I had two real use cases in this blog, one where we where publishing an event, and one to subscribe to it.


Publishing
Here's the code you'd use to publish events….

Configure.With()
.ProtoBufSerializer()
.StructureMapBuilder()
.EventsInAssemblyContaining<StoreAddedToSite>();
var publisher = EventPublisherFactory.CreateEventPublisher();

You'd probably do this during app startup and make your publisher a singleton since you only need one instance of him for the app. We can talk more about that later. This code tells WhaleBus to use GoogleProtocolBuffers for it's serialization mechanism (you can also use Json), and what assembly contains the events. If you've got events spread over multiple assemblies, just keep calling EventsAreInAssemblyContainingType... It'll add them for you. To publish code you simply call Publish<TEvent>(TEvent @event) on publisher. WhaleBus will do all sorts of cool stuff for you that will discuss in a future blog. 

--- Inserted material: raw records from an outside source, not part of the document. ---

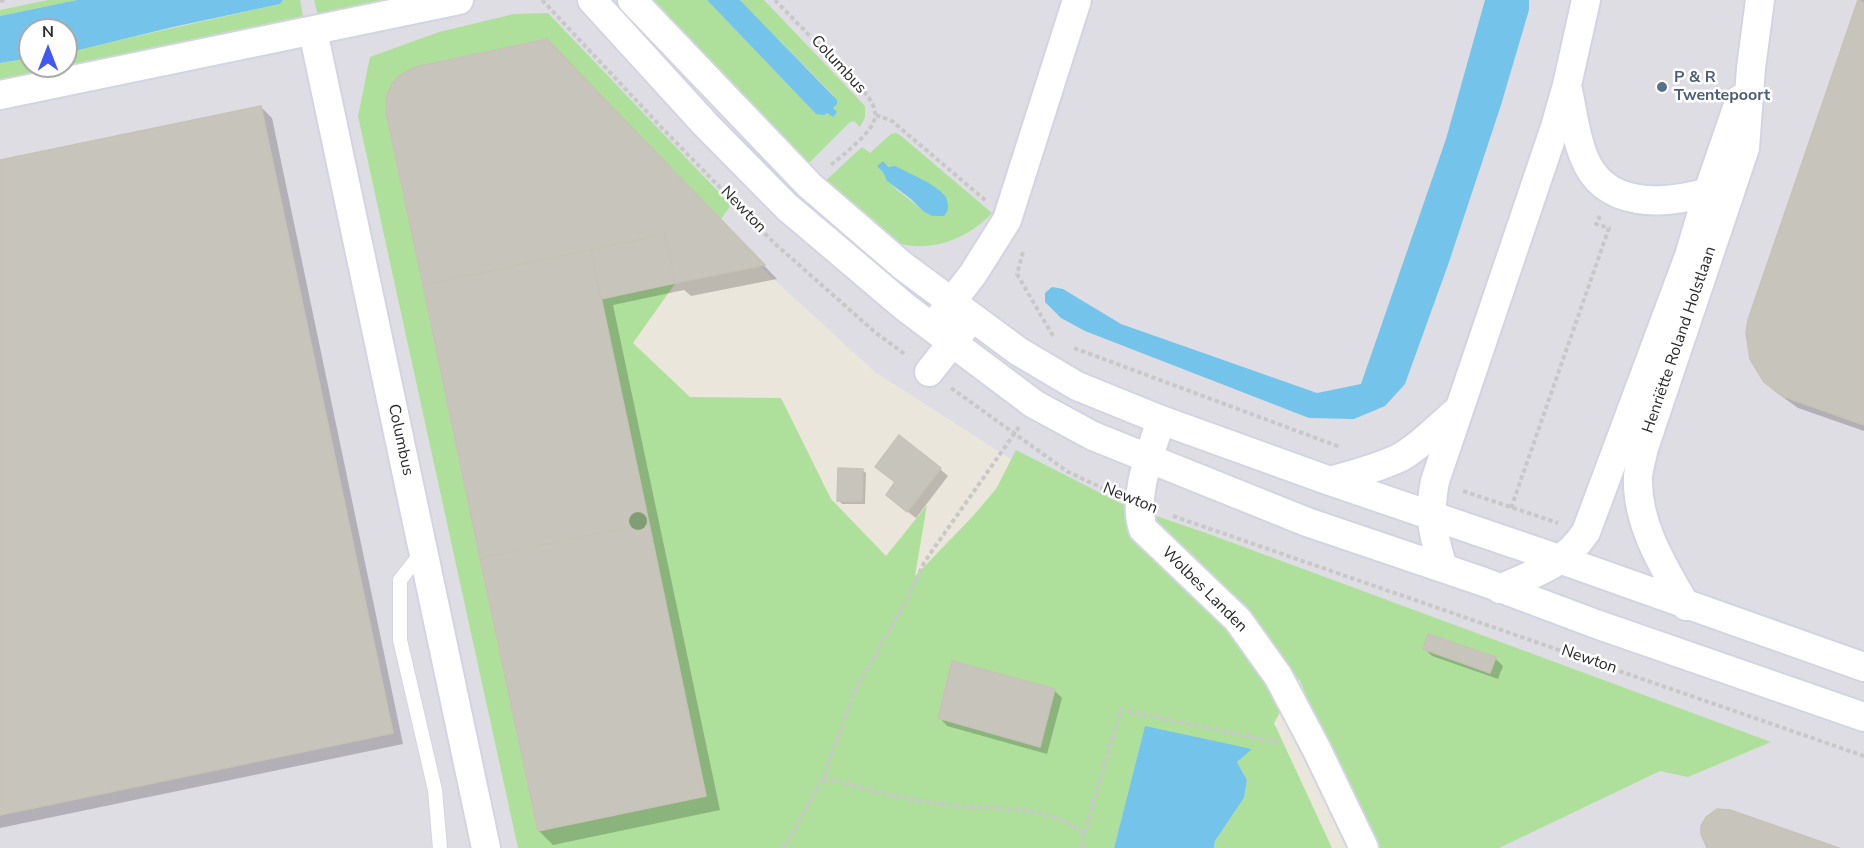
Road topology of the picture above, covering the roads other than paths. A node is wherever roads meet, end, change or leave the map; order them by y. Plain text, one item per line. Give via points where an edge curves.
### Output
1 (459, 0) edge
2 (592, 0) edge
3 (632, 0) edge
4 (1077, 0) edge
5 (1586, 0) edge
6 (1760, 0) edge
7 (314, 32) junction
8 (1751, 68) junction
9 (1568, 85) junction
10 (0, 95) edge
11 (1708, 192) junction
12 (962, 310) junction
13 (942, 335) junction
14 (929, 372) road end
15 (1458, 410) junction
16 (1161, 420) junction
17 (1148, 459) junction
18 (1330, 481) junction
19 (1430, 515) junction
20 (423, 550) junction
21 (1562, 560) junction
22 (1443, 568) junction
23 (1500, 589) junction
24 (1686, 606) junction
25 (1864, 667) edge
26 (1864, 717) edge
27 (440, 848) edge
28 (486, 848) edge
29 (1364, 848) edge

1 - 7 street
2 - 13 street via 786,207
3 - 12 street via 809,185 903,266
4 - 12 street via 1007,219 973,274
5 - 9 street
6 - 8 street, Henriëtte Roland Holstlaan
7 - 10 street
7 - 20 street, Columbus
8 - 11 street, Henriëtte Roland Holstlaan
8 - 24 street, Henriëtte Roland Holstlaan via 1745,148 1638,474 1641,508 1656,554
9 - 11 street via 1584,160 1610,190 1631,198 1654,200
9 - 15 street
11 - 21 street, Henriëtte Roland Holstlaan via 1689,256 1586,532
12 - 13 street
12 - 16 street via 1018,351 1077,386
13 - 14 street
13 - 17 street via 1034,404 1093,436
15 - 18 street via 1401,456
15 - 19 street via 1435,481
16 - 17 street, Wolbes Landen
16 - 18 street
17 - 22 street via 1307,522
17 - 29 street, Wolbes Landen via 1138,504 1143,529 1238,620 1278,676
18 - 19 street
19 - 21 street
19 - 22 street
20 - 27 lane via 400,580 400,640 435,790
20 - 28 street, Columbus
21 - 23 street, Henriëtte Roland Holstlaan
21 - 24 street
22 - 23 street
23 - 26 street
24 - 25 street

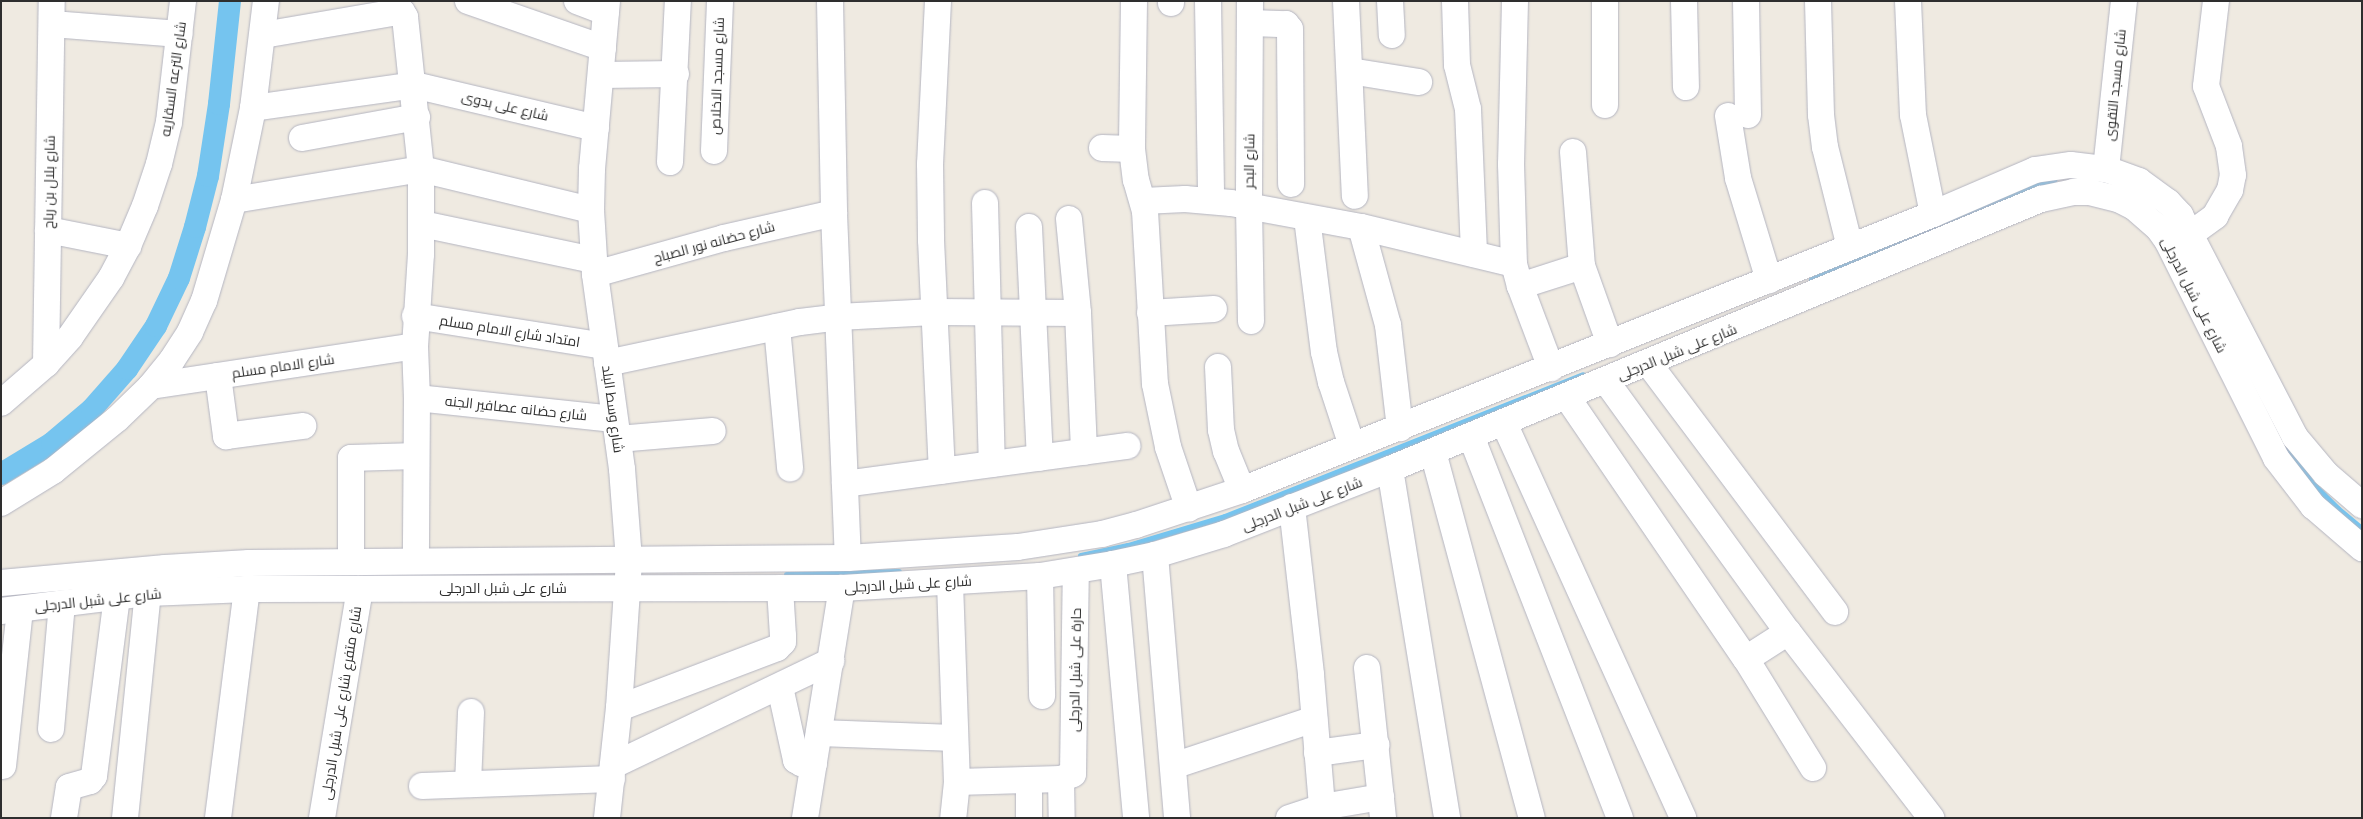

Here's the code that's in the Example on github for a publisher.

using System;
using Events.Stores;
using WhaleBus.Implementations;
using WhaleBus.Infrastructure;
using WhaleBus.Infrastructure.Publisher;

namespace WhaleBus.PublisherConsole
{
    class Program
    {
        static void Main(string[] args)
        {
            Configure.With()
                .ProtoBufSerializer()
                .StructureMapBuilder(new PubSubSettingsFromFile(@"c:\specialsupersecret\elliott.ohara@gmail.com.txt"))
                .EventsInAssemblyContaining<StoreAddedToSite>();
                
            var publisher = EventPublisherFactory.CreateEventPublisher();

            while(true)
            {
                Console.WriteLine("Enter Store Name");
                var name = Console.ReadLine();
                Console.WriteLine("Enter Domain");
                var domain = Console.ReadLine();
                publisher.Publish(new StoreAddedToSite{Domain = domain, Name= name});
                Console.WriteLine("Published Event.");
            }
        }
    }
}

Subscribing 
Now lets show a subscriber. We handle subscribers a bit differently. For now, I've written a console app called WhaleBusHost. To use it, you simply reference it, and write a class that implements the IConfigureThisSubscriber class. Here's the one that's in the example on github.



using Events.Stores;
using WhaleBus;
using WhaleBus.Implementations;
using WhaleBus.Infrastructure;
using WhaleBusHost;

namespace AnEndpoint
{
    public class ConfigureMe : IConfigureThisSubscriber
    {
        public ConfigureMe()
        {
            Configure.With()
                .ProtoBufSerializer()
                .StructureMapBuilder(new PubSubSettingsFromFile(@"C:\SpecialSuperSecret\elliott.ohara@gmail.com.txt"))
                .EventsInAssemblyContaining<StoreAddedToSite>();
            

        }
    }
}

That's really it. WhaleBus wires up all your subscriptions for any event that has a handler in every assembly in the applications bin folder. So as you add new functionality (handlers), you don't have to manually do much of anything. Just run WhaleBusHost.exe.